Apesar das longas negociações, não foi alcançado nenhum acordo. Mayfield queria ter tudo resolvido antes do início do training camp, a 28 de julho. Quando questionado sobre os detalhes da proposta, revelou que Tampa Bay lhe ofereceu um contrato de dois anos. Mayfield ficou desiludido, pois pretendia um compromisso a longo prazo.

"Essa é mesmo a parte dececionante — sentir-me desvalorizado depois de pensar que já o merecia. Se esperaram tanto tempo para tratar do quarterback da franquia, é pena, porque só vai piorar daqui para a frente. Vou fazer uma época enorme", disse Mayfield. "Acho que sou um quarterback de franquia. Disseram-me que sou um quarterback de franquia. Foi dito publicamente, desde a direção até cá abaixo. Por isso, não ter um acordo fechado é muito dececionante. Mas disse que o prazo era o prazo”, acrescentou.

Então, porque hesitam os Buccaneers em oferecer-lhe um grande contrato? Talvez pela inconsistência que demonstrou ao longo das três épocas em Tampa. Os seus números caíram no último ano e também lidou com várias lesões.

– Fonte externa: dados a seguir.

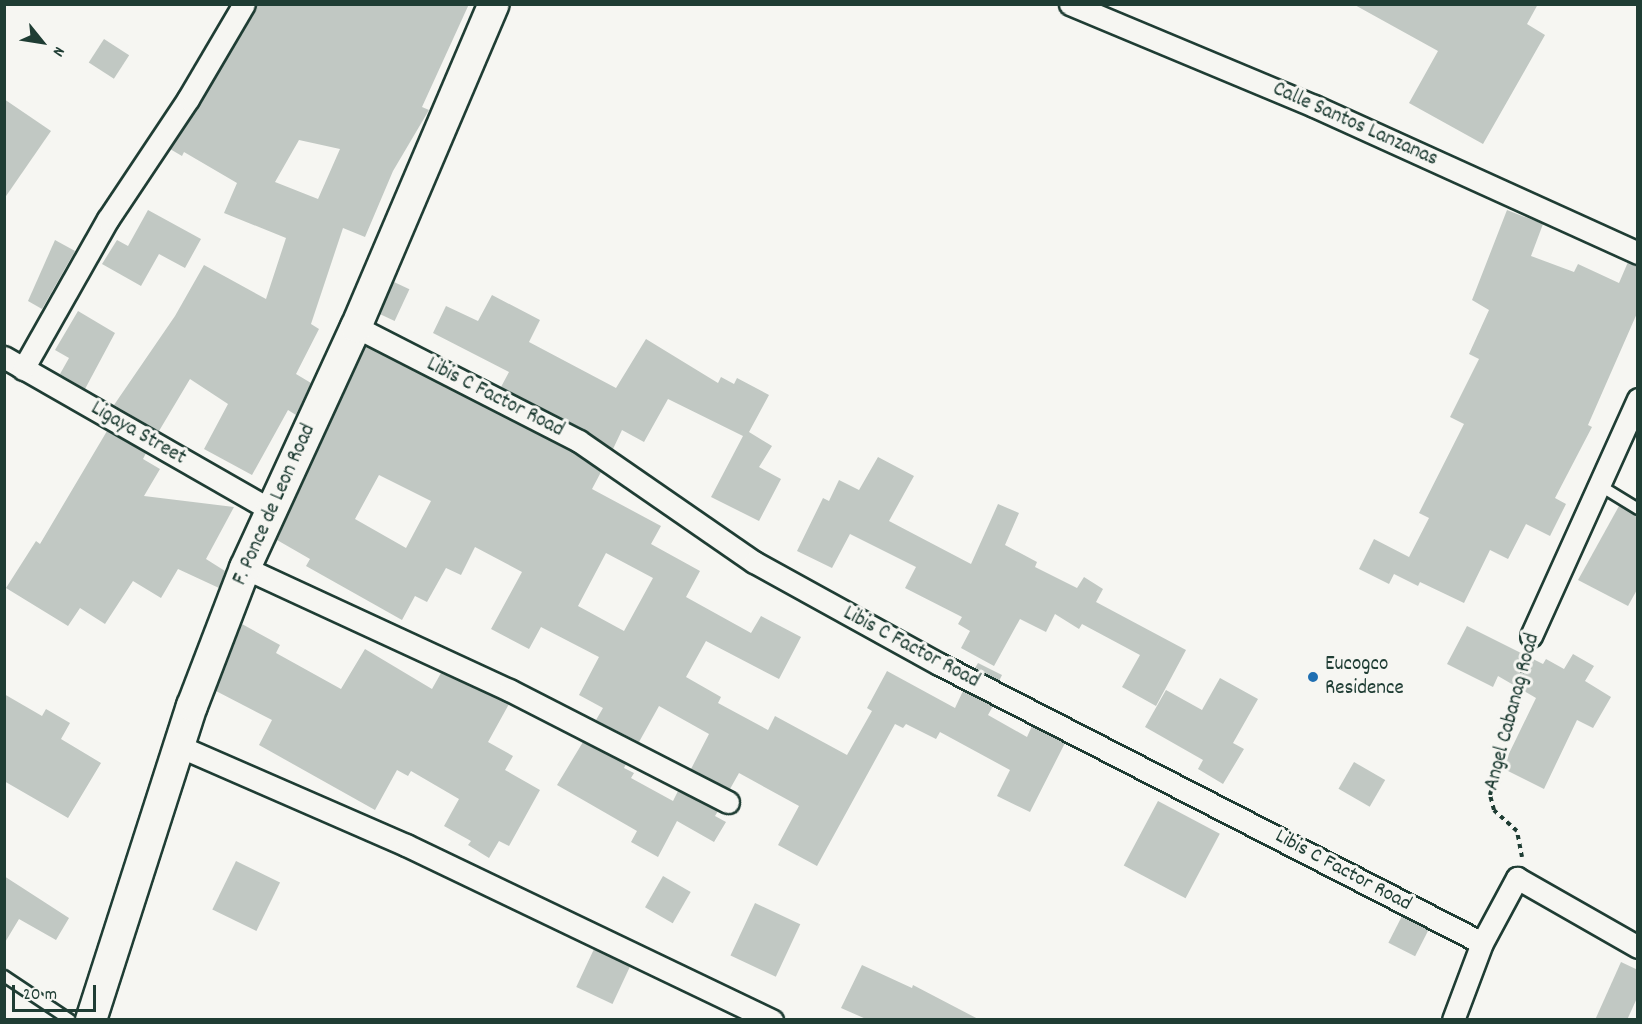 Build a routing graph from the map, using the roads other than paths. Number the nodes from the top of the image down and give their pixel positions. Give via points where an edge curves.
1 (244, 4) edge
2 (494, 4) edge
3 (1070, 4) edge
4 (1638, 253) edge
5 (356, 327) junction
6 (4, 357) edge
7 (23, 369) junction
8 (1638, 399) edge
9 (1599, 485) junction
10 (1638, 509) edge
11 (271, 510) junction
12 (245, 568) junction
13 (1531, 636) road end
14 (179, 746) junction
15 (729, 802) dead end
16 (1482, 943) junction
17 (1638, 947) edge
18 (4, 976) edge
19 (70, 1020) edge
20 (91, 1020) edge
21 (772, 1020) edge
22 (1453, 1020) edge

1 - 7 street via 188,99 108,219
2 - 5 street, F. Ponce de Leon Road
3 - 4 street, Calle Santos Lanzanas via 1314,106
5 - 11 street, F. Ponce de Leon Road
5 - 16 street, Libis C Factor Road via 579,441 754,562 939,664
6 - 7 street, Ligaya Street
7 - 11 street, Ligaya Street
8 - 9 street, Angel Cabanag Road
9 - 10 lane
9 - 13 street, Angel Cabanag Road
11 - 12 street, F. Ponce de Leon Road
12 - 14 street, F. Ponce de Leon Road
12 - 15 street via 508,690
14 - 20 street, F. Ponce de Leon Road
14 - 21 street via 417,850
16 - 17 street via 1517,878
16 - 22 street
18 - 19 lane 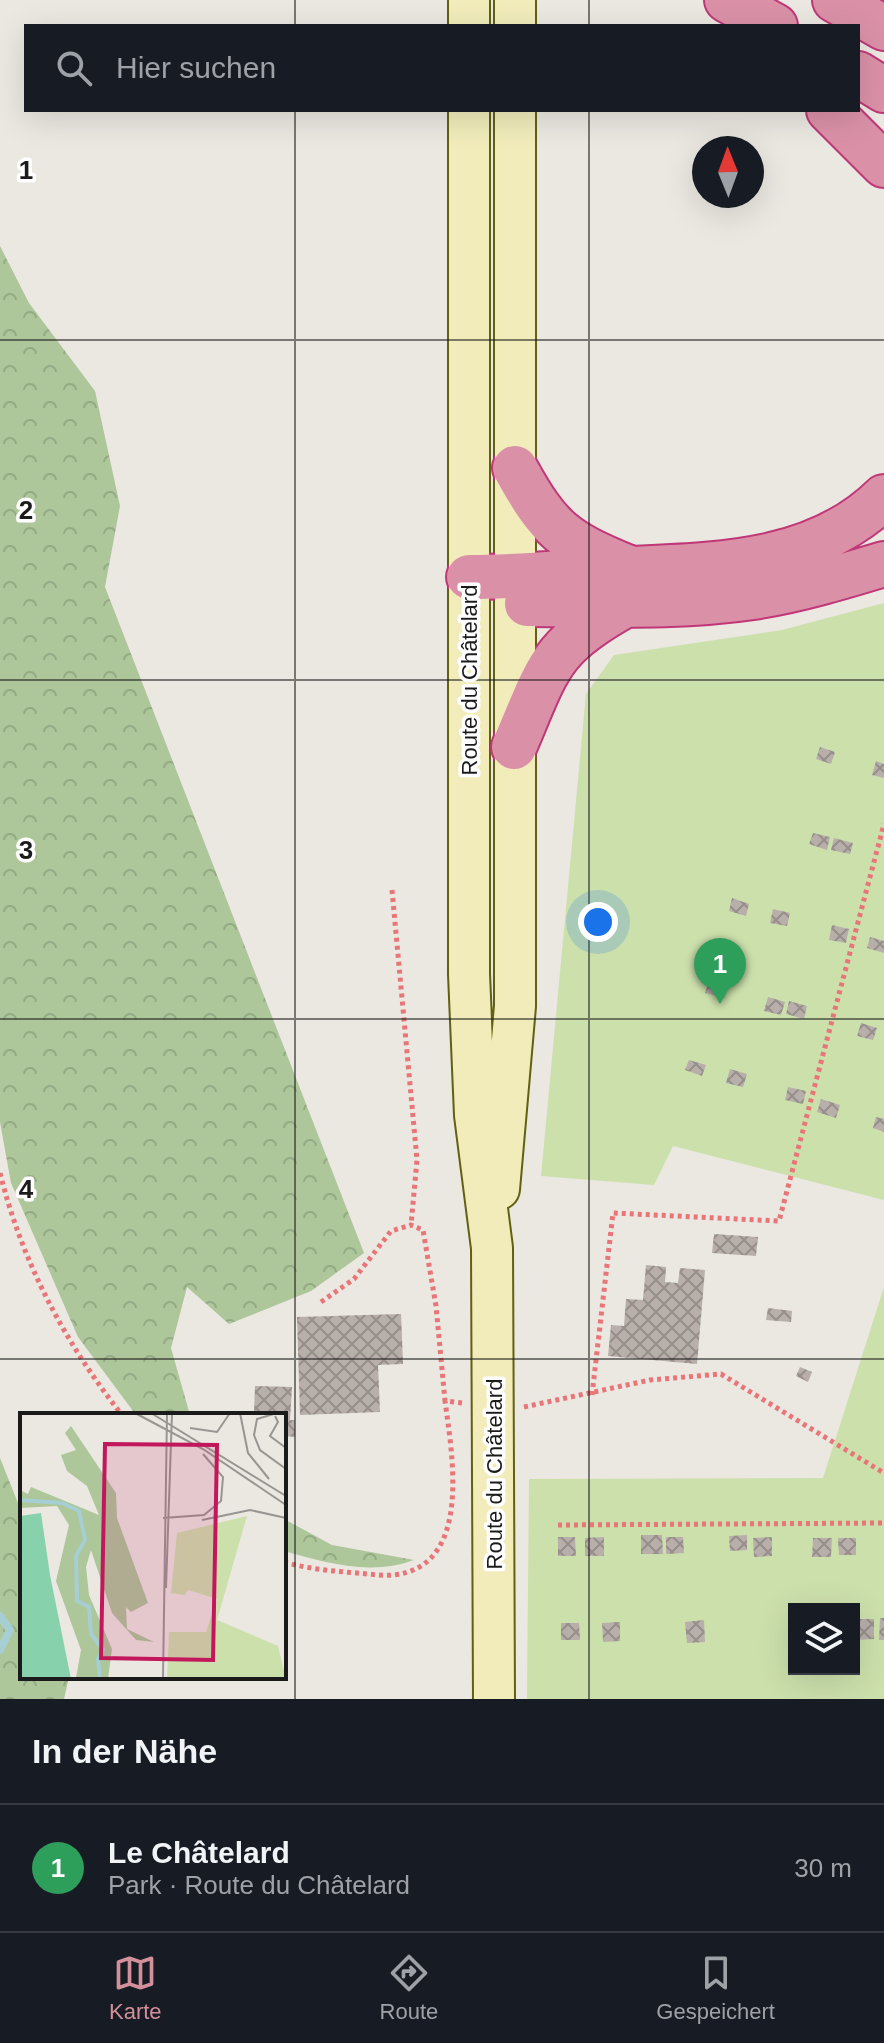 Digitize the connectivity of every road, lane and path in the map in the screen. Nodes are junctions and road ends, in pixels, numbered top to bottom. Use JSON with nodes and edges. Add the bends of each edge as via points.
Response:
{"nodes":[{"id":1,"x":469,"y":0,"type":"edge"},
{"id":2,"x":515,"y":0,"type":"edge"},
{"id":3,"x":695,"y":0,"type":"edge"},
{"id":4,"x":727,"y":0,"type":"edge"},
{"id":5,"x":835,"y":0,"type":"edge"},
{"id":6,"x":469,"y":24,"type":"edge"},
{"id":7,"x":515,"y":24,"type":"edge"},
{"id":8,"x":725,"y":24,"type":"edge"},
{"id":9,"x":771,"y":24,"type":"edge"},
{"id":10,"x":884,"y":28,"type":"edge"},
{"id":11,"x":860,"y":75,"type":"edge"},
{"id":12,"x":884,"y":90,"type":"edge"},
{"id":13,"x":469,"y":112,"type":"edge"},
{"id":14,"x":515,"y":112,"type":"edge"},
{"id":15,"x":831,"y":112,"type":"edge"},
{"id":16,"x":884,"y":165,"type":"edge"},
{"id":17,"x":515,"y":468,"type":"junction"},
{"id":18,"x":884,"y":497,"type":"edge"},
{"id":19,"x":884,"y":564,"type":"edge"},
{"id":20,"x":629,"y":586,"type":"junction"},
{"id":21,"x":469,"y":591,"type":"junction"},
{"id":22,"x":515,"y":591,"type":"junction"},
{"id":23,"x":514,"y":747,"type":"junction"},
{"id":24,"x":884,"y":824,"type":"edge"},
{"id":25,"x":392,"y":890,"type":"dead end"},
{"id":26,"x":0,"y":1173,"type":"edge"},
{"id":27,"x":411,"y":1225,"type":"junction"},
{"id":28,"x":492,"y":1248,"type":"junction"},
{"id":29,"x":321,"y":1302,"type":"dead end"},
{"id":30,"x":592,"y":1395,"type":"junction"},
{"id":31,"x":445,"y":1401,"type":"junction"},
{"id":32,"x":494,"y":1407,"type":"junction"},
{"id":33,"x":120,"y":1413,"type":"edge"},
{"id":34,"x":884,"y":1473,"type":"edge"},
{"id":35,"x":884,"y":1523,"type":"edge"},
{"id":36,"x":558,"y":1525,"type":"dead end"},
{"id":37,"x":286,"y":1562,"type":"edge"},
{"id":38,"x":494,"y":1699,"type":"edge"}],
"edges":[{"from":1,"to":6,"type":"main road"},
{"from":2,"to":7,"type":"main road"},
{"from":3,"to":8,"type":"highway"},
{"from":4,"to":9,"type":"highway"},
{"from":5,"to":10,"type":"highway"},
{"from":11,"to":12,"type":"highway"},
{"from":13,"to":21,"type":"main road","name":"Route du Châtelard"},
{"from":14,"to":17,"type":"main road","name":"Route du Châtelard"},
{"from":15,"to":16,"type":"highway"},
{"from":17,"to":20,"type":"highway","via":[[536,505],[568,540]]},
{"from":17,"to":22,"type":"main road","name":"Route du Châtelard"},
{"from":18,"to":20,"type":"highway","via":[[840,531],[780,553]]},
{"from":19,"to":20,"type":"highway","via":[[751,597]]},
{"from":20,"to":22,"type":"highway"},
{"from":20,"to":23,"type":"highway","via":[[560,649]]},
{"from":21,"to":22,"type":"highway"},
{"from":21,"to":28,"type":"main road","name":"Route du Châtelard","via":[[471,1051]]},
{"from":22,"to":23,"type":"main road","name":"Route du Châtelard"},
{"from":23,"to":28,"type":"main road","name":"Route du Châtelard","via":[[515,1006]]},
{"from":24,"to":30,"type":"path","via":[[779,1221],[613,1213]]},
{"from":25,"to":27,"type":"path","via":[[417,1160]]},
{"from":26,"to":33,"type":"path","via":[[19,1235],[58,1322]]},
{"from":27,"to":29,"type":"path","via":[[391,1231],[354,1279]]},
{"from":27,"to":31,"type":"path","via":[[423,1230]]},
{"from":28,"to":32,"type":"main road","name":"Route du Châtelard"},
{"from":30,"to":32,"type":"path","via":[[518,1409]]},
{"from":30,"to":34,"type":"path","via":[[650,1380],[721,1374]]},
{"from":31,"to":32,"type":"path"},
{"from":31,"to":37,"type":"path","via":[[454,1463],[453,1501],[449,1525],[433,1555],[405,1573],[391,1575]]},
{"from":32,"to":38,"type":"main road","name":"Route du Châtelard"},
{"from":35,"to":36,"type":"path"}]}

Mas Mayfield já provou que é capaz de exibições de encher o olho, de ganhar grandes jogos e de não ceder à pressão.

Também mostrou que, quando as coisas não funcionam, não tem medo de sair — de procurar outro lugar, reencontrar-se e brilhar onde é desejado. Como em Oklahoma. Nos Rams. E até em Tampa Bay. Quando Mayfield está no seu melhor, pode ser imparável.

Agora, cabe a Tampa garantir que essa versão de Baker fica — e mantê-lo por muitos anos.